You’ve likely heard about communism and socialism before, but how much do you really know about each political theory? What is communism? What is socialism? And how are communism and socialism different?
Communism vs. Socialism
Imagine a society in which there is only one class, no physical form of money, and no private property. These are a few of the key principles of communism, an alternative to the capitalist economy that we live in today.
It’s easy to get the ideas of communism and socialism confused as they have a lot of overlapping concepts. Knowing the differences, however, can help to better understand the rhetoric of today’s news and political dialog.
What Is Communism?
The concept of communism was born out of frustration from the lower class following the Industrial Revolution, a time when business owners and inventors were using workers to their advantage by exploiting their low wages and profiting immensely, greatly widening the gap between the classes. Karl Marx, a german philosopher at the time, published the Communist Manifesto in 1848 with fellow philosopher Friedrich Engels in the hopes of eliminating global poverty. The word is derived from the Latin communis, meaning “shared” or “common”.
Marx and Engels acknowledged that capitalism was important in that competition brings about advancement, but felt that the wealth and power obtained by those who benefitted from this wasn’t being dispersed evenly. They noted that competition at any cost is immoral as it creates an environment where money and personal property are valued more than worker health and safety.
As an alternative, they envisioned a classless society where each would contribute according to their abilities and receive according to their needs, where everyone is equal from birth until death. They believed that this type of economy would be the most beneficial for society as a whole and would help level the playing field for those who weren’t born into a wealthy family.
Under communism, there would no longer be private property, and instead, everything would be owned by the government.
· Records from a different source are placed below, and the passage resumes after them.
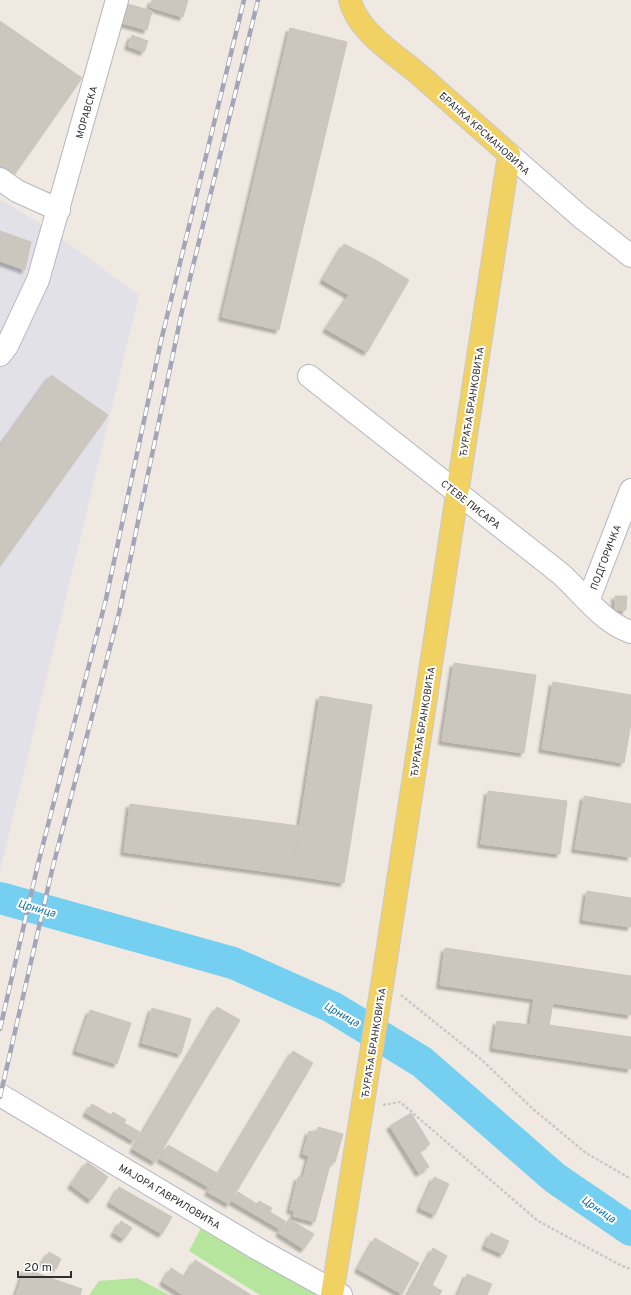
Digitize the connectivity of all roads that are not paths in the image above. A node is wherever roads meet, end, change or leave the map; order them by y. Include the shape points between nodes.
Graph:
1 (117, 0) edge
2 (350, 0) edge
3 (509, 154) junction
4 (0, 179) edge
5 (57, 216) junction
6 (631, 256) edge
7 (0, 355) edge
8 (309, 376) dead end
9 (631, 490) edge
10 (457, 493) junction
11 (588, 602) junction
12 (631, 632) edge
13 (0, 1095) edge
14 (336, 1293) edge

1 - 5 street, МОРАВСКА
2 - 3 main road, БРАНКА КРСМАНОВИЋА via 357,17 374,37
3 - 6 street, БРАНКА КРСМАНОВИЋА via 581,217
3 - 10 main road, ЂУРАЂА БРАНКОВИЋА
4 - 5 street
5 - 7 street, МОРАВСКА via 38,280 7,346
8 - 10 street, СТЕВЕ ПИСАРА
9 - 11 street, ПОДГОРИЧКА
10 - 11 street, СТЕВЕ ПИСАРА via 561,574
10 - 14 main road, ЂУРАЂА БРАНКОВИЋА
11 - 12 street, СТЕВЕ ПИСАРА via 611,621
13 - 14 street, МАЈОРА ГАВРИЛОВИЋА

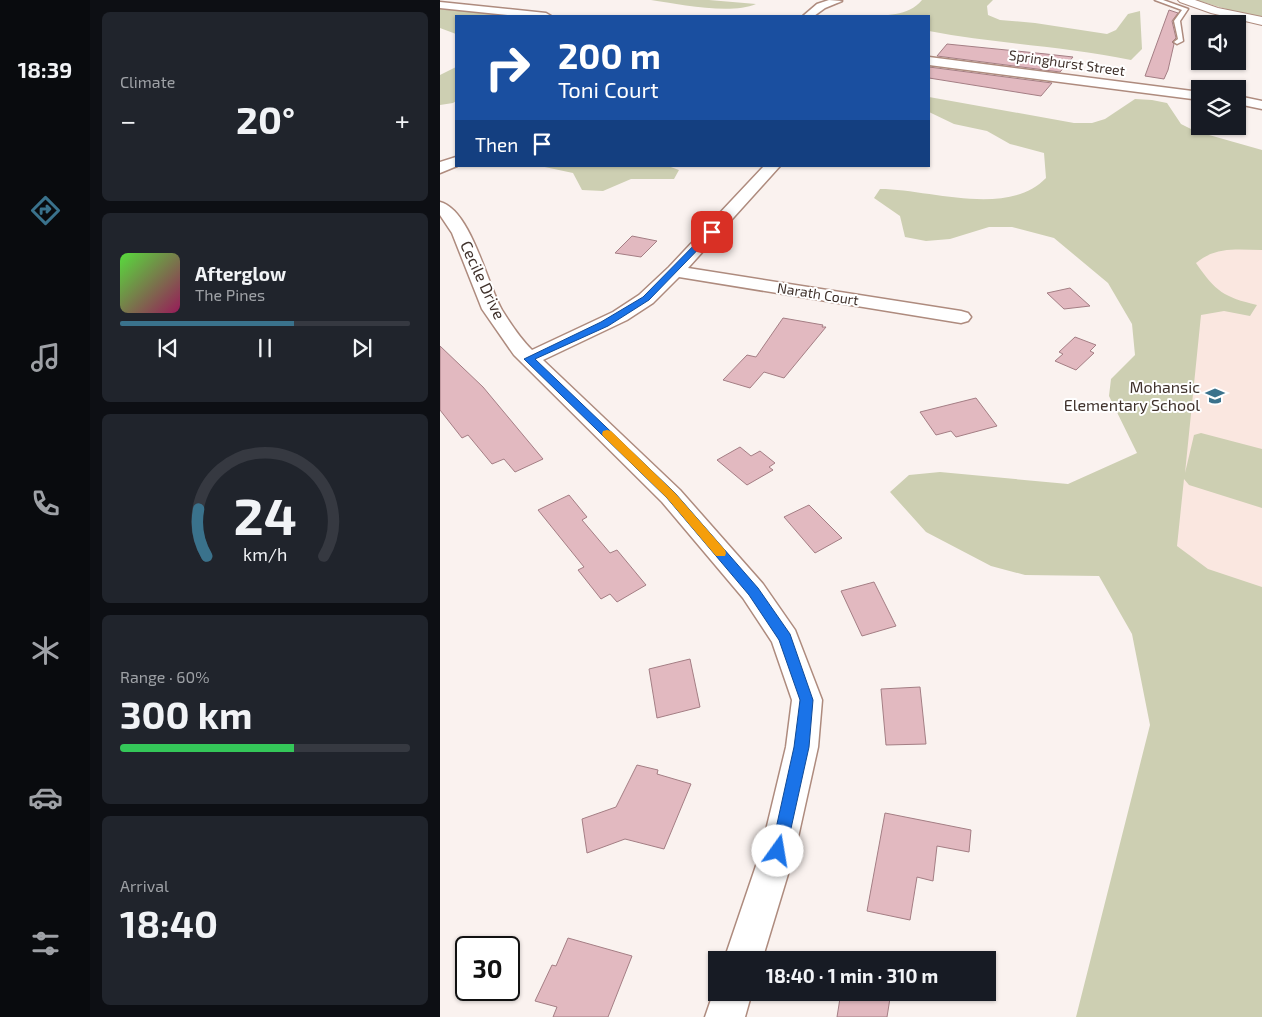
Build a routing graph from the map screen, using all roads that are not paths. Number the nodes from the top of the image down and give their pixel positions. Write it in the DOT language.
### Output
graph roads {
  1 [pos="1158,0"];
  2 [pos="1184,0"];
  3 [pos="837,1"];
  4 [pos="440,4"];
  5 [pos="537,15"];
  6 [pos="809,15"];
  7 [pos="1262,21"];
  8 [pos="1177,42"];
  9 [pos="930,61"];
  10 [pos="1191,95"];
  11 [pos="1246,102"];
  12 [pos="1262,105"];
  13 [pos="455,161"];
  14 [pos="772,167"];
  15 [pos="440,168"];
  16 [pos="440,207"];
  17 [pos="675,271"];
  18 [pos="961,317"];
  19 [pos="529,359"];
  20 [pos="746,951"];
  21 [pos="730,1001"];
  22 [pos="725,1017"];
  1 -- 8 [label="lane"];
  2 -- 7 [label="street"];
  3 -- 6 [label="street"];
  4 -- 5 [label="street"];
  9 -- 10 [label="street, Springhurst Street"];
  11 -- 12 [label="street"];
  13 -- 15 [label="street"];
  14 -- 17 [label="street"];
  16 -- 19 [label="street, Cecile Drive"];
  17 -- 18 [label="street, Narath Court"];
  17 -- 19 [label="street"];
  19 -- 20 [label="street, Cecile Drive"];
  21 -- 22 [label="street"];
}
This means that resources such as mining, farming, factories, transportation, education, etc. would be owned by the government instead of individuals or businesses. The government would decide what each person needed in terms of food, shelter, or clothing.
What Is Socialism?
Socialism is a similar concept to communism, but with a few key differences. Socialism does not require a total upheaval of a government’s current system, but rather, entails a series of transitional changes over time.
With socialism, work is merit-based and each individual contributes to society based on their own ability, rather than simply being given what the government deems necessary. This allows for some class separation, and those who work harder still earn more than those who don’t. This difference highlights a key flaw in the Communist model; the majority of people have no motivation to work harder or to get smarter, as it has no impact or benefit for them.
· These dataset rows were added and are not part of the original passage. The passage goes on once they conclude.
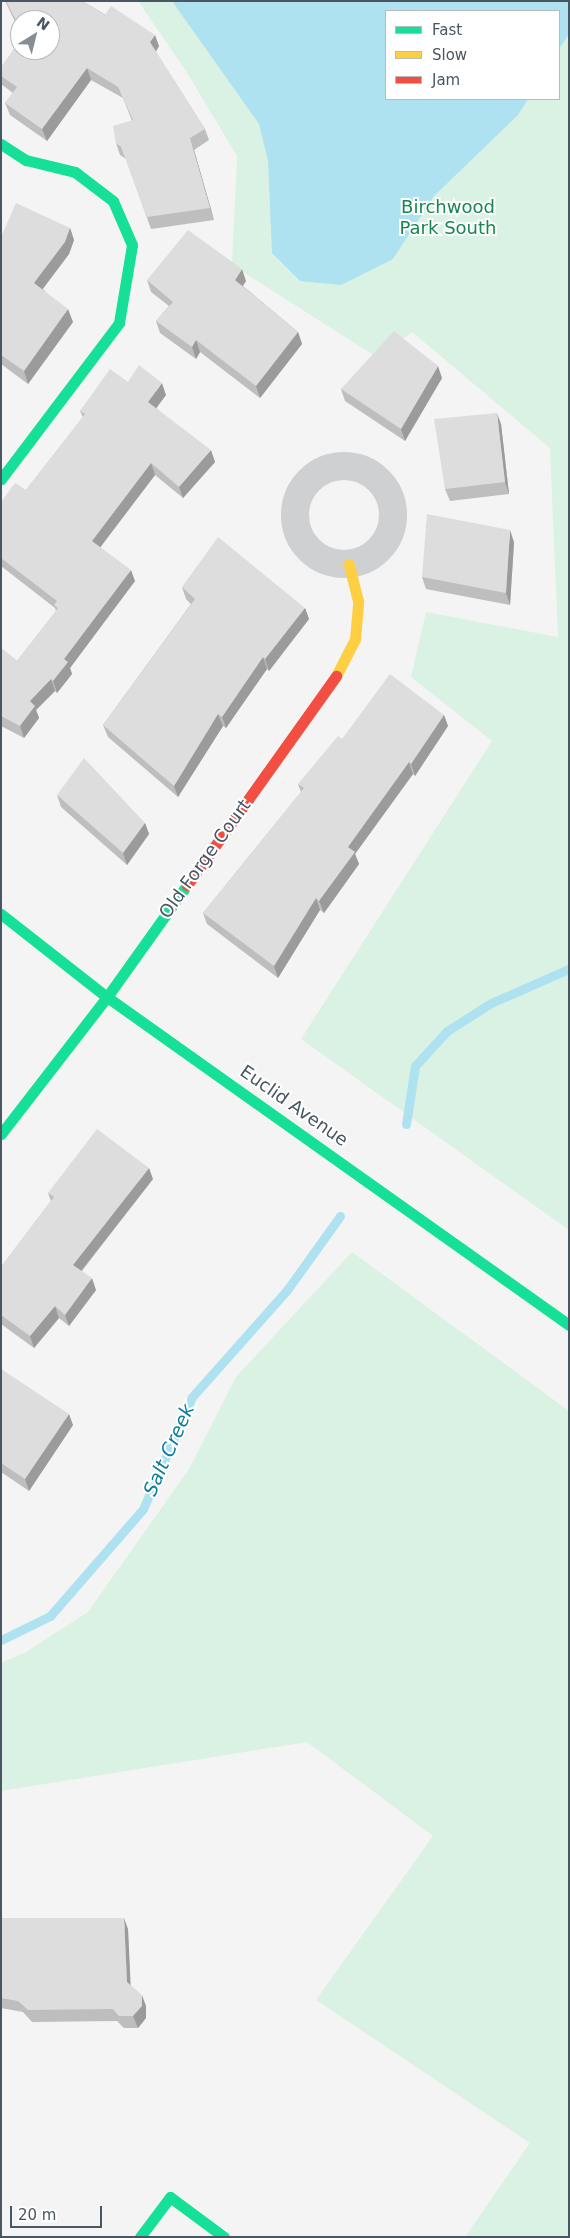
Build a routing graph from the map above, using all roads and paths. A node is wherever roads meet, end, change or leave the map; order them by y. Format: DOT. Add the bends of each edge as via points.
graph roads {
  1 [pos="1,144"];
  2 [pos="1,479"];
  3 [pos="350,564"];
  4 [pos="1,914"];
  5 [pos="107,996"];
  6 [pos="1,1134"];
  7 [pos="569,1325"];
  8 [pos="140,2237"];
  9 [pos="224,2237"];
  1 -- 2 [label="street" via="26,160 75,172 113,201 132,245 119,324"];
  3 -- 5 [label="street, Old Forge Court" via="358,601 355,639 337,674"];
  4 -- 5 [label="street, Euclid Avenue"];
  5 -- 6 [label="street, Old Forge Court"];
  5 -- 7 [label="street, Euclid Avenue"];
  8 -- 9 [label="street" via="170,2197"];
}
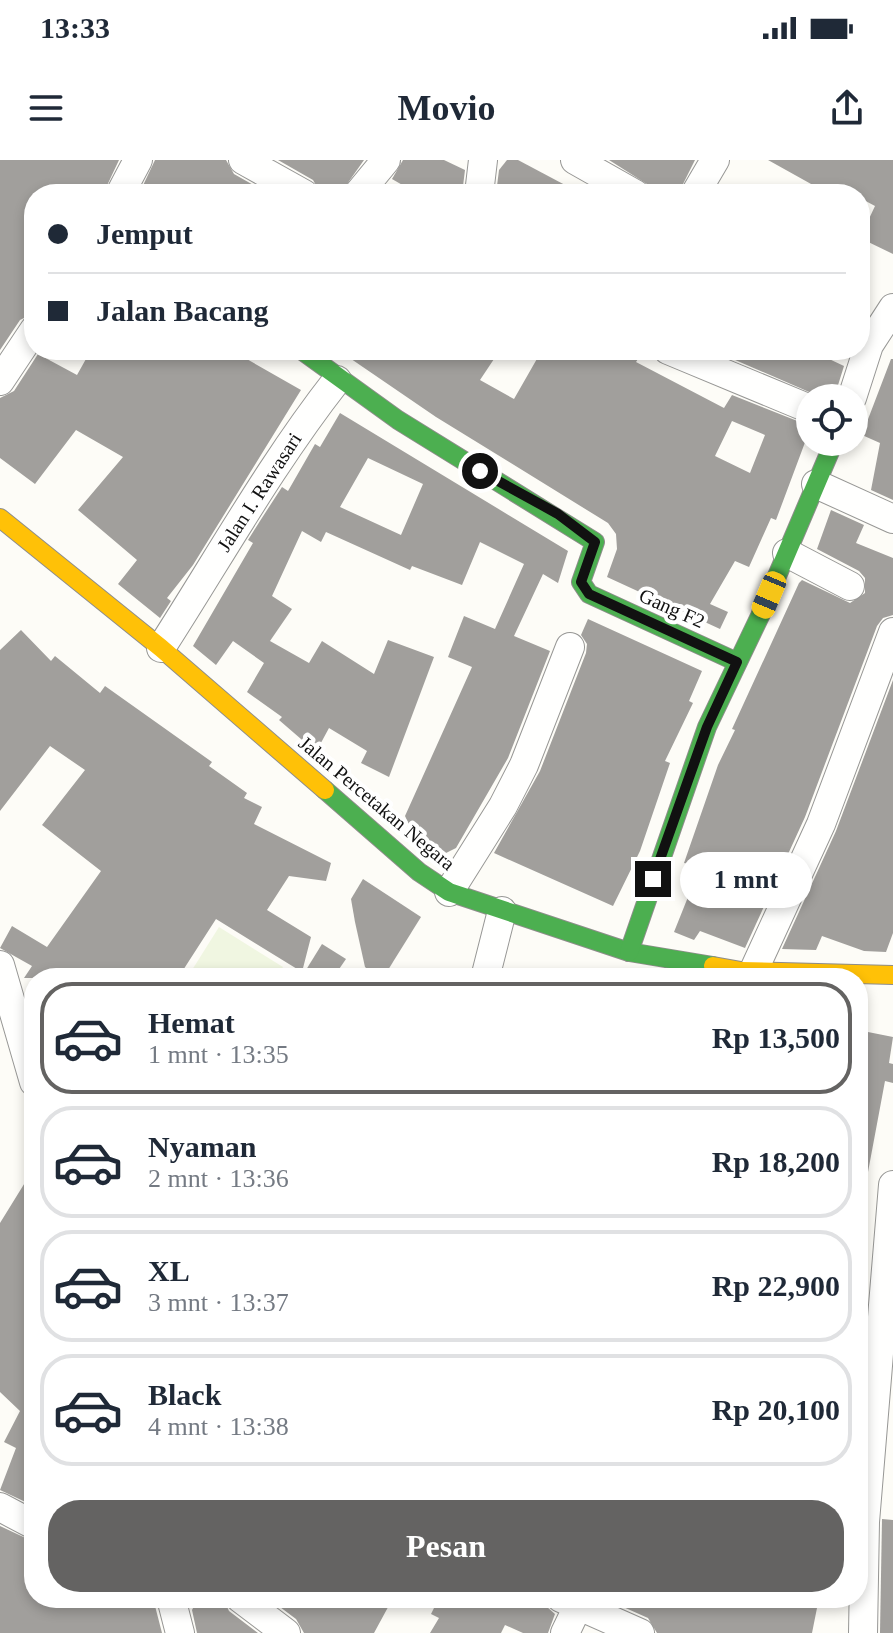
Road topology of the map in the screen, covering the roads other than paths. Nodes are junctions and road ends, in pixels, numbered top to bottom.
1 (138, 160) edge
2 (243, 160) edge
3 (386, 160) edge
4 (485, 160) edge
5 (575, 160) edge
6 (715, 160) edge
7 (125, 184) edge
8 (286, 184) edge
9 (366, 184) edge
10 (481, 184) edge
11 (617, 184) edge
12 (701, 184) edge
13 (879, 313) edge
14 (870, 342) edge
15 (24, 345) edge
16 (313, 360) edge
17 (692, 360) edge
18 (864, 360) edge
19 (337, 380) junction
20 (0, 381) edge
21 (856, 384) edge
22 (796, 403) edge
23 (828, 456) edge
24 (816, 484) junction
25 (0, 518) edge
26 (893, 519) edge
27 (787, 553) junction
28 (850, 586) dead end
29 (893, 632) edge
30 (570, 647) dead end
31 (161, 648) junction
32 (737, 662) junction
33 (449, 892) junction
34 (502, 911) junction
35 (629, 952) junction
36 (0, 965) edge
37 (488, 968) edge
38 (713, 968) edge
39 (748, 968) edge
40 (868, 975) edge
41 (893, 975) edge
42 (24, 1048) edge
43 (893, 1185) edge
44 (889, 1284) edge
45 (868, 1415) edge
46 (0, 1507) edge
47 (24, 1520) edge
48 (174, 1608) edge
49 (253, 1608) edge
50 (567, 1608) edge
51 (585, 1608) edge
52 (863, 1608) edge
53 (180, 1633) edge
54 (286, 1633) edge
55 (565, 1633) edge
56 (640, 1633) edge
57 (863, 1633) edge

1 - 7 street
2 - 8 street
3 - 9 street
4 - 10 street
5 - 11 street
6 - 12 street
13 - 14 street
15 - 20 street
16 - 19 street
17 - 22 street
18 - 21 street
19 - 31 street, Jalan I. Rawasari
19 - 32 street, Gang F2
23 - 24 street
24 - 26 street
24 - 27 street
25 - 31 street, Jalan Percetakan Negara
27 - 28 street
27 - 32 street
29 - 39 street
30 - 33 street
31 - 33 street, Jalan Percetakan Negara
32 - 35 street
33 - 34 street, Jalan Percetakan Negara
34 - 35 street, Jalan Percetakan Negara
34 - 37 street
35 - 38 street, Jalan Percetakan Negara
36 - 42 street
40 - 41 street, Jalan Percetakan Negara
43 - 44 street
44 - 45 street
46 - 47 street
48 - 53 street
49 - 54 street
50 - 55 street
51 - 56 street
52 - 57 street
In a socialist society, the government would not have full control over public utilities, but rather representatives would make decisions for each domain that they feel would benefit everyone, without input from citizens. Since profits would be spread equally and poverty would be eliminated, everyone would have equal access to health care and education.
There is a common misconception that such societies have existed, but in reality, there has never been a fully communist economy. The Soviet Union, China, Vietnam, Cuba and North Korea are the closest examples, but none were able to fully abolish class systems, ownership of private property, and money. These countries focused more on having the government play a central role in decision making for the good of society as a whole, which often resulted in dictatorships.
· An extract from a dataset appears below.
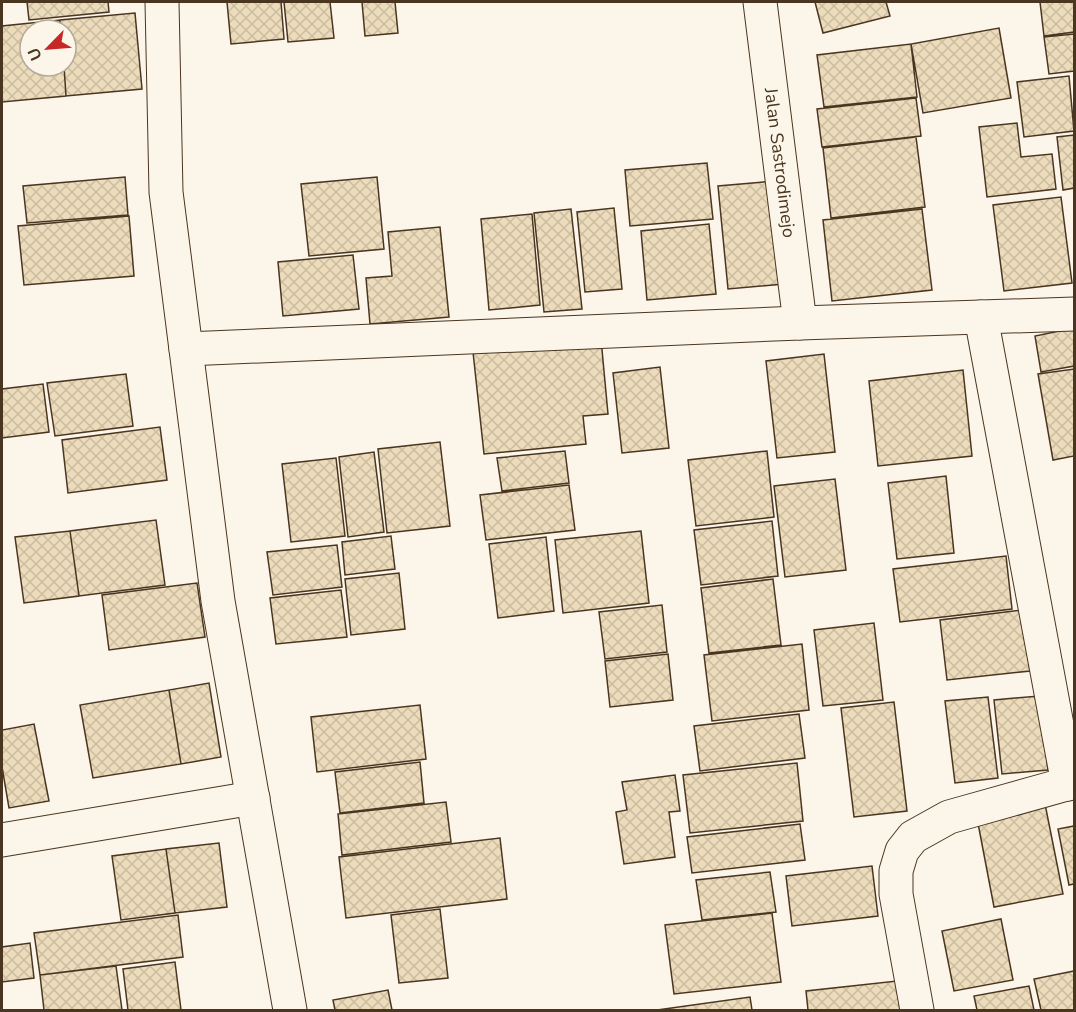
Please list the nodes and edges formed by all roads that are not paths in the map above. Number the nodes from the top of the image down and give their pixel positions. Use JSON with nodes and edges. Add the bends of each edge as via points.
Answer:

The same can be said for socialism. Norway, Sweden, France, and Canada all have socialist policies, for example. These countries have free health care and their governments play a dominant role in shared services, but they all also have strong capitalist structures and traditions in place.
While capitalism is a natural process that resulted from a history of individual growth and development, communism and socialism represent the desire to take control of the societal structures that are currently in place. Both started as being a positive solution to class inequality, however, it has since become clear that these ideals will likely never be implemented fully into modern society.